Video compression is mostly very clever signal processing built on top of primitives like convolutions. You’re taking large blocks of data, and performing uniform mathematical operations over all the data to perform what is effectively statistical analysis of that data. That analysis can then be used to drive a predictor, then you “just” need to XOR the predictor output with the actual data, and record the result (using some kind of variable length encoding scheme that lets you remove most of the unneeded bytes).

But just like computing the median of a large dataset can be done with no branches, regardless of how random or the large the input is. Video compression can also largely be done the same way, and indeed has to be done that way to be performant. There’s no other way to cram up to 4k * 3bytes per frame (~11MB) through a commercial CPU to perform compression at a reasonable speed. You must build your compressor on top of SIMD primitives, which inherently makes branching extremely expensive (many orders of magnitude more expensive than branching SISD operations).

astrange · on Jan 29, 2025

> You’re taking large blocks of data, and performing uniform mathematical operations over all the data to perform what is effectively statistical analysis of that data.
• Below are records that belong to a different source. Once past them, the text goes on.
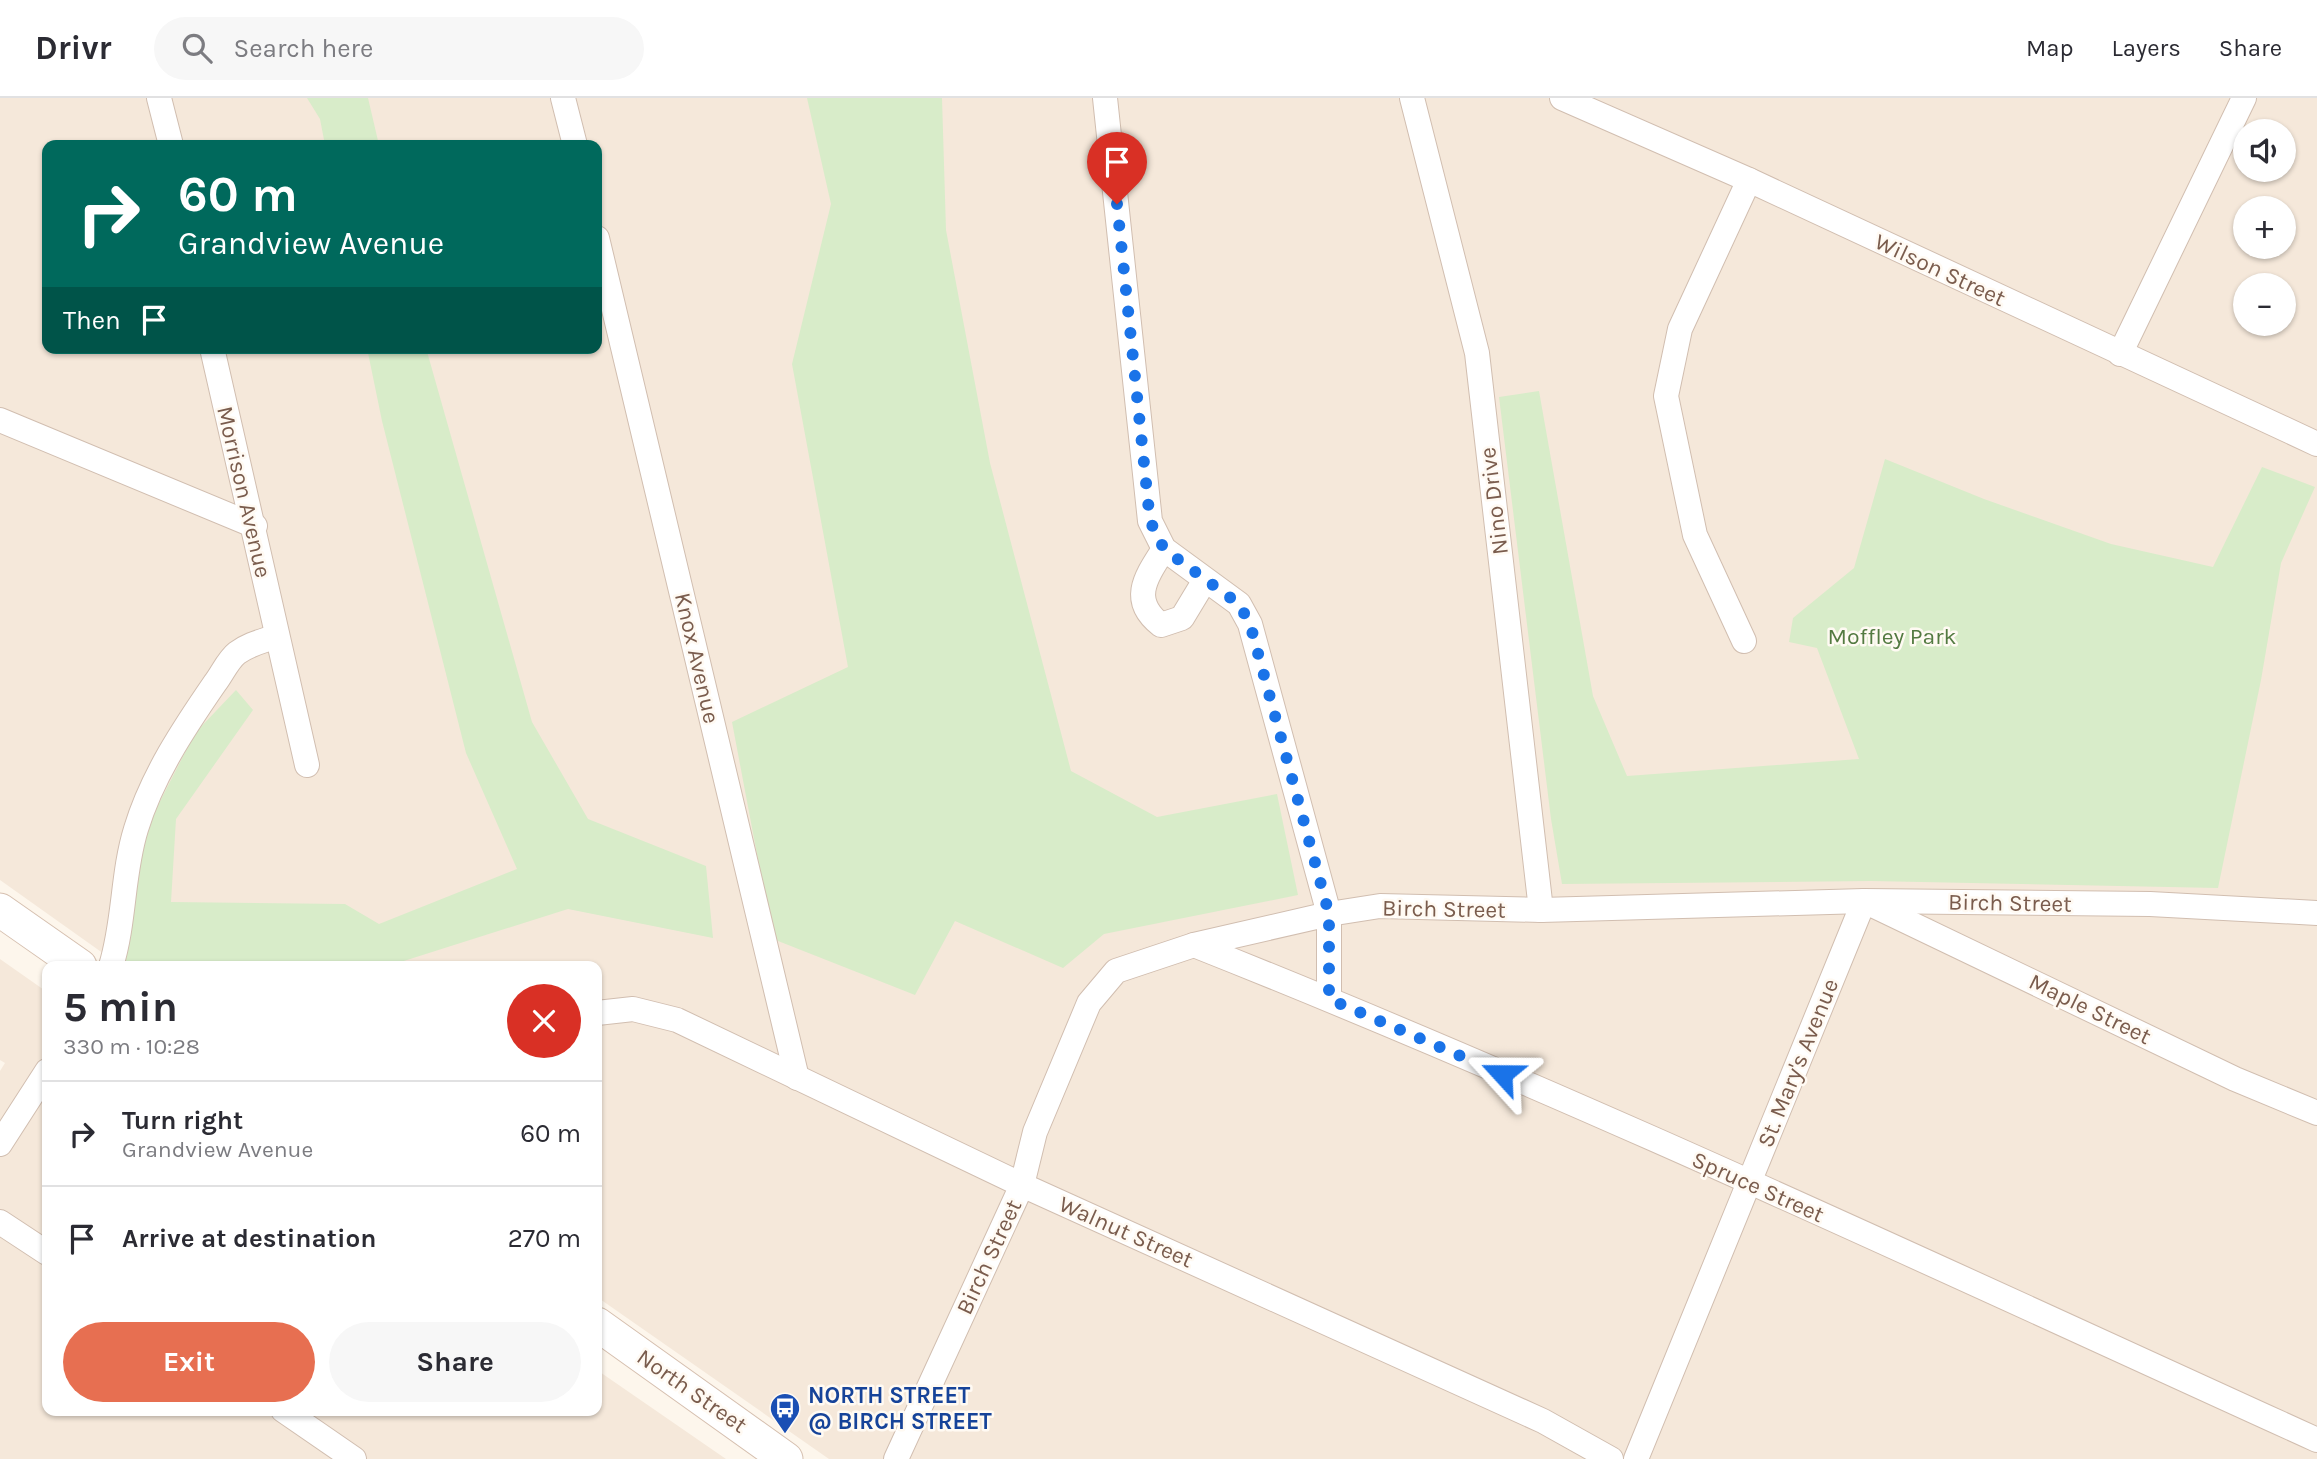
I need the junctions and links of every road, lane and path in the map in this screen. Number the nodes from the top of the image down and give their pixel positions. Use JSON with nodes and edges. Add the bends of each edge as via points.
{"nodes":[{"id":1,"x":159,"y":98,"type":"edge"},
{"id":2,"x":564,"y":98,"type":"edge"},
{"id":3,"x":1105,"y":98,"type":"edge"},
{"id":4,"x":1412,"y":98,"type":"edge"},
{"id":5,"x":1562,"y":98,"type":"edge"},
{"id":6,"x":2244,"y":98,"type":"edge"},
{"id":7,"x":170,"y":140,"type":"edge"},
{"id":8,"x":574,"y":140,"type":"edge"},
{"id":9,"x":1749,"y":180,"type":"junction"},
{"id":10,"x":602,"y":259,"type":"edge"},
{"id":11,"x":213,"y":354,"type":"edge"},
{"id":12,"x":2120,"y":354,"type":"junction"},
{"id":13,"x":0,"y":420,"type":"edge"},
{"id":14,"x":2317,"y":444,"type":"edge"},
{"id":15,"x":255,"y":526,"type":"junction"},
{"id":16,"x":1164,"y":549,"type":"junction"},
{"id":17,"x":1205,"y":580,"type":"junction"},
{"id":18,"x":276,"y":636,"type":"junction"},
{"id":19,"x":1744,"y":641,"type":"dead end"},
{"id":20,"x":307,"y":765,"type":"dead end"},
{"id":21,"x":1864,"y":901,"type":"junction"},
{"id":22,"x":0,"y":910,"type":"edge"},
{"id":23,"x":1541,"y":910,"type":"junction"},
{"id":24,"x":2317,"y":913,"type":"edge"},
{"id":25,"x":1329,"y":914,"type":"junction"},
{"id":26,"x":1194,"y":945,"type":"junction"},
{"id":27,"x":73,"y":961,"type":"edge"},
{"id":28,"x":112,"y":961,"type":"edge"},
{"id":29,"x":1329,"y":999,"type":"junction"},
{"id":30,"x":602,"y":1012,"type":"edge"},
{"id":31,"x":797,"y":1078,"type":"junction"},
{"id":32,"x":42,"y":1079,"type":"edge"},
{"id":33,"x":2317,"y":1113,"type":"edge"},
{"id":34,"x":0,"y":1144,"type":"edge"},
{"id":35,"x":1749,"y":1183,"type":"junction"},
{"id":36,"x":1022,"y":1185,"type":"junction"},
{"id":37,"x":0,"y":1222,"type":"edge"},
{"id":38,"x":42,"y":1250,"type":"edge"},
{"id":39,"x":602,"y":1328,"type":"edge"},
{"id":40,"x":292,"y":1416,"type":"edge"},
{"id":41,"x":2317,"y":1440,"type":"edge"},
{"id":42,"x":354,"y":1459,"type":"edge"},
{"id":43,"x":786,"y":1459,"type":"edge"},
{"id":44,"x":896,"y":1459,"type":"edge"},
{"id":45,"x":1612,"y":1459,"type":"edge"},
{"id":46,"x":1636,"y":1459,"type":"edge"}],
"edges":[{"from":1,"to":7,"type":"street"},
{"from":2,"to":8,"type":"street"},
{"from":3,"to":16,"type":"street","via":[[1150,521]]},
{"from":4,"to":23,"type":"street","name":"Nino Drive","via":[[1477,353]]},
{"from":5,"to":9,"type":"street","name":"Wilson Street"},
{"from":6,"to":12,"type":"street"},
{"from":9,"to":12,"type":"street","name":"Wilson Street"},
{"from":9,"to":19,"type":"street","via":[[1680,329],[1666,396],[1695,535]]},
{"from":10,"to":31,"type":"street","name":"Knox Avenue"},
{"from":11,"to":15,"type":"street","name":"Morrison Avenue","via":[[228,431]]},
{"from":12,"to":14,"type":"street","name":"Wilson Street"},
{"from":13,"to":15,"type":"street"},
{"from":15,"to":18,"type":"street","name":"Morrison Avenue"},
{"from":16,"to":17,"type":"street"},
{"from":16,"to":17,"type":"street","via":[[1142,594],[1148,615],[1161,625],[1182,618]]},
{"from":17,"to":25,"type":"street","via":[[1239,604],[1250,624]]},
{"from":18,"to":20,"type":"street","name":"Morrison Avenue"},
{"from":18,"to":28,"type":"street","via":[[236,654],[152,787],[135,830]]},
{"from":21,"to":23,"type":"street","name":"Birch Street"},
{"from":21,"to":24,"type":"street","name":"Birch Street","via":[[2150,904]]},
{"from":21,"to":33,"type":"street","name":"Maple Street","via":[[2235,1079]]},
{"from":21,"to":35,"type":"street","name":"St. Mary's Avenue"},
{"from":22,"to":27,"type":"main road"},
{"from":23,"to":25,"type":"street","name":"Birch Street","via":[[1380,906]]},
{"from":25,"to":26,"type":"street","name":"Birch Street"},
{"from":25,"to":29,"type":"street"},
{"from":26,"to":29,"type":"street","name":"Spruce Street"},
{"from":26,"to":36,"type":"street","name":"Birch Street","via":[[1116,971],[1089,1003],[1035,1132]]},
{"from":29,"to":35,"type":"street","name":"Spruce Street"},
{"from":30,"to":31,"type":"street","name":"Walnut Street","via":[[633,1009],[677,1020]]},
{"from":31,"to":36,"type":"street","name":"Walnut Street"},
{"from":32,"to":34,"type":"street"},
{"from":35,"to":41,"type":"street","name":"Spruce Street"},
{"from":35,"to":46,"type":"street","name":"St. Mary's Avenue"},
{"from":36,"to":44,"type":"street","name":"Birch Street"},
{"from":36,"to":45,"type":"street","name":"Walnut Street","via":[[1543,1422]]},
{"from":37,"to":38,"type":"street"},
{"from":39,"to":43,"type":"main road","name":"North Street"},
{"from":40,"to":42,"type":"street"}]}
It doesn't behave this way. If you're thinking of the DCT it uses that's mostly 4x4 which is not very large. As for motion analysis there are so many possible candidates (since it's on quarter-pixels) that it can't try all of them and very quickly starts trying to filter them out.

fc417fc802 · on Jan 29, 2025

> it uses that's mostly 4x4 which is not very large

That's 16x32 which is AVX512. What other size would you suggest using and (more importantly) what commercially available CPU architecture are you running it on?

astrange · on Jan 30, 2025

4x4 is 4x4, not 16x32?

daneel_w · on Jan 29, 2025

> Are you sure about your statement

Yes. From actual experience.

hansvm · on Jan 29, 2025

It usually speeds up basically everything parallelizable that looks kind of like a parser, lexer, tokenizer, .... Unless somebody goes out of their way to design a format with fewer data dependencies, those workloads are crippled on modern CPUs. That includes (de)compression routines, compilers, protobuf parsing, ....

The only real constraint is that you can actually leverage multiple threads. For protos as an example, that requires a modified version of the format with checkpoints or similar (which nobody does) or having many to work on concurrently (very common in webservers or whatever).